D22Statistical analysisFabrication DetectionLayer 1 (Deterministic)

Benford IPD (1st + 2nd Digit)

Applies Benford's Law to the raw participant-level numbers, checking both the first and the second significant digit. In data spanning a wide range, the leading digit is a 1 about thirty percent of the time and falls off logarithmically, and the second digit follows its own gentler version. Fabricated data often fails one or both, because invented or model-generated numbers do not inherit the logarithmic digit structure of real measurement. The indicator pools the individual-patient values and measures how far the first- and second-digit distributions stray from Benford. It runs only on articles.

Technical description

A deterministic Benford screen on the pooled numeric values of individual-patient data, testing the first and second significant digits, on articles only. It pools all numeric values, keeps those with absolute value at least ten (so the leading digit is well defined), and requires at least one hundred qualifying values for full confidence or at least thirty with reduced confidence. It extracts the first and second significant digits and compares their distributions against Benford expectations (first digit: log10(1 + 1/d); second digit: the corresponding sum over leading digits). It computes the first-digit mean absolute deviation and a normalised chi-squared for both digits, scoring from the first-digit deviation with a penalty added when the second digit also departs, since failing both at once is far less likely under honest data.

How it works

Layer 1 (deterministic, articles only): pooled values at least ten in magnitude have their first and second significant digits extracted. The first-digit mean absolute deviation drives the base score through the established conformity bands, and chi-squared statistics quantify each digit's departure. When the second digit also deviates significantly, a bonus is added. A mantissa arc test (Cinelli's benford.analysis) maps each value's log10 mantissa to the unit circle and computes the Rayleigh tail exp(minus n times L2) of circular uniformity; a significantly non-uniform mantissa together with an already non-conforming first-digit MAD adds a small increment. Fewer than one hundred but at least thirty values score more cautiously.

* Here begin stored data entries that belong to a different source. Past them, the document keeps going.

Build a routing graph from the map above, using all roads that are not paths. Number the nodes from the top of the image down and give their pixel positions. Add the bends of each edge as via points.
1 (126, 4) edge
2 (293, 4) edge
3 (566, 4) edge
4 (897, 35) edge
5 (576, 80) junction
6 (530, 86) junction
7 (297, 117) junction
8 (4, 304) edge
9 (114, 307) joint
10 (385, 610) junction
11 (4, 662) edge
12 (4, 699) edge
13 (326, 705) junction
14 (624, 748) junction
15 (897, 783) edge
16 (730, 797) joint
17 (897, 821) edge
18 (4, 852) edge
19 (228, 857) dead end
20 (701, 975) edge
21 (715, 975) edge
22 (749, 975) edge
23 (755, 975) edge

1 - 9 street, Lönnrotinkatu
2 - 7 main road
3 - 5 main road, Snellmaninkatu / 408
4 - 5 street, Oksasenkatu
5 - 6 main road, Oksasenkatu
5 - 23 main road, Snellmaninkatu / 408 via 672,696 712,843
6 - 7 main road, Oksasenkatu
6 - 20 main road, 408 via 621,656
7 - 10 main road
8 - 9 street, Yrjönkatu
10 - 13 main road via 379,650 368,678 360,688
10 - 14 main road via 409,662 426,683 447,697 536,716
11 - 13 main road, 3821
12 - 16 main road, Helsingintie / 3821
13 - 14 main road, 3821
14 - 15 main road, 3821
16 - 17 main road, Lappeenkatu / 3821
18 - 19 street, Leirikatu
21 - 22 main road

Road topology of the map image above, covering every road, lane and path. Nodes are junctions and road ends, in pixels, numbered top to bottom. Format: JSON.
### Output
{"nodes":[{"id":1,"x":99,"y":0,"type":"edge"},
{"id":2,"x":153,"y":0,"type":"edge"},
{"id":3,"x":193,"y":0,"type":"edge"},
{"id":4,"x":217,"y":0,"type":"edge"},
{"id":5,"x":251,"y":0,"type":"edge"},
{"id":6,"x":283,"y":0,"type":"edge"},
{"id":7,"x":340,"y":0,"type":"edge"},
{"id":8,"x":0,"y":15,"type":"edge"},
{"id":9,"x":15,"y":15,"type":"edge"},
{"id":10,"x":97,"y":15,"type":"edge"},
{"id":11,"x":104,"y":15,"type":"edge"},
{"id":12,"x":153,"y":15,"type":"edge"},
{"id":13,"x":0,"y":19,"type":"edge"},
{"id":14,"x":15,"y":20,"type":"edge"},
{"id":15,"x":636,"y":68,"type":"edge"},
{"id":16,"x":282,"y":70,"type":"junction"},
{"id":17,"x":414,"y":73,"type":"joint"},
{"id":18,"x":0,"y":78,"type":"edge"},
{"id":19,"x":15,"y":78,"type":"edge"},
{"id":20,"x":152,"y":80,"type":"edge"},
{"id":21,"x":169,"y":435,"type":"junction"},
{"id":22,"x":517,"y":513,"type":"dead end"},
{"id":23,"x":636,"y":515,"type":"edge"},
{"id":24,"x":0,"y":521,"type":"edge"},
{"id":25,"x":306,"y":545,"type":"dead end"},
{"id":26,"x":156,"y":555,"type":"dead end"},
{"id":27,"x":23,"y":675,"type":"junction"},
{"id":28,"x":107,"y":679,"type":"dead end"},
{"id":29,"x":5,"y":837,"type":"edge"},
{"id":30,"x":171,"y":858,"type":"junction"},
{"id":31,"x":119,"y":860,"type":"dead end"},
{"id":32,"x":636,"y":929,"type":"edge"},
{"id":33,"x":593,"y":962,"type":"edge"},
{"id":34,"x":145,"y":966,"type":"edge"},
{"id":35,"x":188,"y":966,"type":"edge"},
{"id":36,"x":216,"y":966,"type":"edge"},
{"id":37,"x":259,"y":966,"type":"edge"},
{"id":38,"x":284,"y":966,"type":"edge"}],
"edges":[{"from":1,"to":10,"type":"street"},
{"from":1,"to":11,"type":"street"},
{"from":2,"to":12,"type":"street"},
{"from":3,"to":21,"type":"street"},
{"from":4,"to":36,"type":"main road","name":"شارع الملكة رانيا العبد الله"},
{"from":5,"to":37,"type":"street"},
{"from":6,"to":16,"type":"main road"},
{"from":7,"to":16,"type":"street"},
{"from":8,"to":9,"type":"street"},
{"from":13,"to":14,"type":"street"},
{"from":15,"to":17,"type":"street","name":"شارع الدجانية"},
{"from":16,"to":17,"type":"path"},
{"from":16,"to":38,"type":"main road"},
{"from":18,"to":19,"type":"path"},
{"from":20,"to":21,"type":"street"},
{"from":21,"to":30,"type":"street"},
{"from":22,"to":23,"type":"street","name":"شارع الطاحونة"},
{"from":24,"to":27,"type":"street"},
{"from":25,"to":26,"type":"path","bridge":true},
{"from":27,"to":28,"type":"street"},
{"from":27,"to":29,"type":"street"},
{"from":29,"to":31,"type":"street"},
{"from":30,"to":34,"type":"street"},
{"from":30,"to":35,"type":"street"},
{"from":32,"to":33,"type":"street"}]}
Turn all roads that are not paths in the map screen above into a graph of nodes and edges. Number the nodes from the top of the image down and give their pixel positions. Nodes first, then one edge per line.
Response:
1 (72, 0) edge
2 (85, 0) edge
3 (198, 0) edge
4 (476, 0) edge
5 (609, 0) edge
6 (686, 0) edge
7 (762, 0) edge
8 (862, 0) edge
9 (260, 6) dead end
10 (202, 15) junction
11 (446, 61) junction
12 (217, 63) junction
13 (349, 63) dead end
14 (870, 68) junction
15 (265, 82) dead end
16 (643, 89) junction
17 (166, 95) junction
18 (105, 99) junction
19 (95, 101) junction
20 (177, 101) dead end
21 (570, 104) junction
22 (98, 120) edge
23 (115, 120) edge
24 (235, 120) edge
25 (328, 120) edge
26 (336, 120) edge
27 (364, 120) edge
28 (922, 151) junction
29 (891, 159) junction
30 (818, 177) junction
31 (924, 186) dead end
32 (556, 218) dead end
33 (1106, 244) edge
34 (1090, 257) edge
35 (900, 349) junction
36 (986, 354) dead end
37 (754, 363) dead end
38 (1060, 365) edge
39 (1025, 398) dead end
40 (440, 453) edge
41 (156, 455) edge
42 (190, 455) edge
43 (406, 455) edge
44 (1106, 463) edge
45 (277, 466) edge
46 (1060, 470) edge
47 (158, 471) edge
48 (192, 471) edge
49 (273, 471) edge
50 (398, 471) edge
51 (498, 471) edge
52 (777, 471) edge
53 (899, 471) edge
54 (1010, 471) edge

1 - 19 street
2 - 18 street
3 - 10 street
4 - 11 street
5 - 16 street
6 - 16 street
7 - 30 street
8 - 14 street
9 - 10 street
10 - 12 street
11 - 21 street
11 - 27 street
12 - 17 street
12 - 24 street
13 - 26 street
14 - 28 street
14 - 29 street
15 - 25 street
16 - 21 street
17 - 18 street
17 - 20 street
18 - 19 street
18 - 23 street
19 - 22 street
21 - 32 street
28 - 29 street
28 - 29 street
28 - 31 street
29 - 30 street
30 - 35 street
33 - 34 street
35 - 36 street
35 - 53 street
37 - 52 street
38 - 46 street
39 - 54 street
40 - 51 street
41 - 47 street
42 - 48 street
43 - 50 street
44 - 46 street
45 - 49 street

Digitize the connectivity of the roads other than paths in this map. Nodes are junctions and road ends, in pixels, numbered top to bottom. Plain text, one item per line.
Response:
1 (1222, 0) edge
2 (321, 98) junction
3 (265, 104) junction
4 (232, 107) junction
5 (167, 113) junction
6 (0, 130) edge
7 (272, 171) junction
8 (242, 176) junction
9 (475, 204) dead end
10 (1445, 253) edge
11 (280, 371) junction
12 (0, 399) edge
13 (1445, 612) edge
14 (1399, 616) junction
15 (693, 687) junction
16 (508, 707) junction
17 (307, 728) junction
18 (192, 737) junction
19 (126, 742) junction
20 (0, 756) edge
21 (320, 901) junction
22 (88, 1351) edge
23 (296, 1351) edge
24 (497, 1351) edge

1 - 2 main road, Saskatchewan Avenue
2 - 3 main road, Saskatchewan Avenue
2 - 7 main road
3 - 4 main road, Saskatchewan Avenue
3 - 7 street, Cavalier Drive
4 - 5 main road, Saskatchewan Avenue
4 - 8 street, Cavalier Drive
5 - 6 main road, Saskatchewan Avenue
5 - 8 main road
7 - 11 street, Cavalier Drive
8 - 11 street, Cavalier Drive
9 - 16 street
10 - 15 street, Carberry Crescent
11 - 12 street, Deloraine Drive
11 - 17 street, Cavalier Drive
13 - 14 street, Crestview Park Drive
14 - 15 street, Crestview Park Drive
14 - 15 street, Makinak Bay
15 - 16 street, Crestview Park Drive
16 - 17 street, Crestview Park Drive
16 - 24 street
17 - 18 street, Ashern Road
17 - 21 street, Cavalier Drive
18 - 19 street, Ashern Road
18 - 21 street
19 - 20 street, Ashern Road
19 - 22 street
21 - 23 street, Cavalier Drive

Capped at 5.0. Metadata records the first-digit and second-digit deviation measures, a formal first-digit chi-squared goodness-of-fit p-value (a diagnostic, since MAD not chi-squared drives the score), the mantissa arc statistic and its Rayleigh p-value, and the number of values analysed. (Skip precedence: no stat context or no IPD returns the neutral no-data skip before the article gate.)

Why this matters

Benford's Law is the canonical fingerprint of naturally generated numbers spanning several orders of magnitude, catalogued by Benford across diverse natural data. Diekmann sharpened its forensic power and limits, showing the first digit of fabricated scientific data can deviate but the test must be applied carefully and that examining digits beyond the first strengthens it. Nigrini turned conformity into an audit instrument with the mean-absolute-deviation bands used here. Applying the test to raw individual-patient data and to two digits at once is more demanding than a first-digit check on summary numbers: a fabricator might tune leading digits to look Benford-like, but reproducing the joint first-and-second-digit structure across a whole patient-level dataset is much harder, so a simultaneous failure of both digits is a particularly credible signal.

Score thresholds

0-1: First and second digits conform to Benford's Law.
2-3: A clear first-digit departure from Benford.
4-5: First and second digits both depart from Benford, a strong fabrication signal.

Limitations

Benford's Law applies only to data spanning a wide multiplicative range, so pooling individual-patient values across columns (which mixes scales and widens the range) is what makes the test applicable, but a dataset dominated by one narrow-range variable may not conform even when genuine, and the indicator does not separately verify the magnitude span. It needs at least thirty and ideally one hundred values and keeps only values of magnitude ten or more, so small-valued variables contribute nothing. The second-digit test is weaker and noisier in small samples. The conformity bands are Nigrini's and directional. Runs only on documents classified as articles. The first-digit Benford test on reported text numbers is S9, and the terminal-digit test on the same data is D34.